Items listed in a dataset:
<<<<
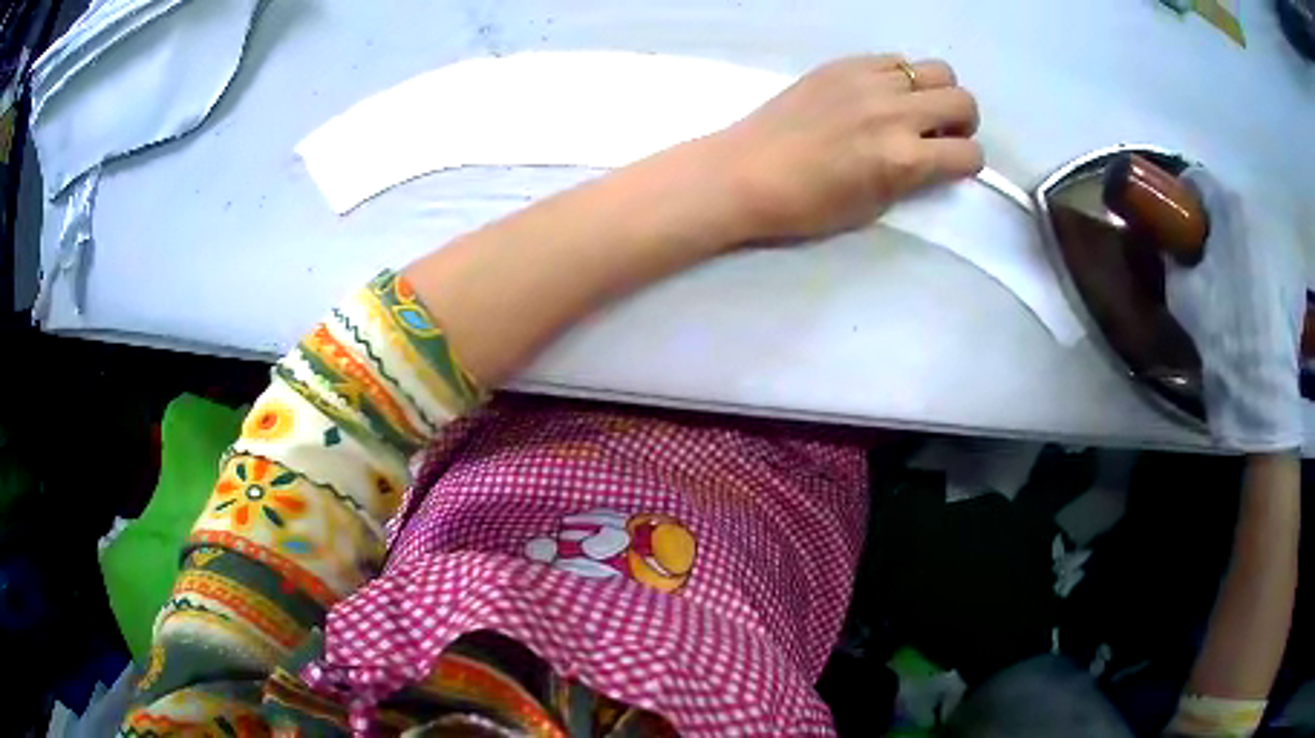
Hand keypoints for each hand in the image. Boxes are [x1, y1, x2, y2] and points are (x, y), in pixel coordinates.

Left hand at [709, 55, 982, 242]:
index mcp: (904, 160)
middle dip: (962, 122)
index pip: (970, 154)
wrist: (745, 171)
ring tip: (913, 109)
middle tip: (939, 134)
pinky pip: (895, 59)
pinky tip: (880, 94)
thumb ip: (913, 177)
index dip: (968, 165)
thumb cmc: (807, 205)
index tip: (953, 166)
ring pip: (936, 70)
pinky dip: (901, 76)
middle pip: (964, 101)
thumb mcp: (874, 205)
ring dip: (936, 92)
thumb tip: (933, 157)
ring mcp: (870, 81)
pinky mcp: (844, 63)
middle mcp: (896, 113)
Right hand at [1166, 169, 1304, 451]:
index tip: (1175, 225)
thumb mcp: (1182, 294)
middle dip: (1213, 226)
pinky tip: (1251, 305)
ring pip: (1249, 234)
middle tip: (1201, 260)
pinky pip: (1267, 261)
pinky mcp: (1290, 279)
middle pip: (1228, 206)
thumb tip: (1170, 251)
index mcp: (1229, 206)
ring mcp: (1278, 246)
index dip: (1181, 198)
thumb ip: (1173, 260)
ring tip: (1229, 286)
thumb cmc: (1221, 331)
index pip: (1197, 180)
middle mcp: (1257, 214)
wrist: (1261, 388)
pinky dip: (1256, 272)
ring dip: (1236, 248)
>>>>
(TASK TO CARRY OUT):
Within the records above, each line containing "hand" is to be returned.

(TASK RESULT):
Hand keypoints for each hand in the image. Boxes are [x1, y1, x2, y2] and points are (x, y), in pixel coordinates.
Left hand at [709, 55, 982, 242]:
Right hand at [1166, 169, 1304, 451]:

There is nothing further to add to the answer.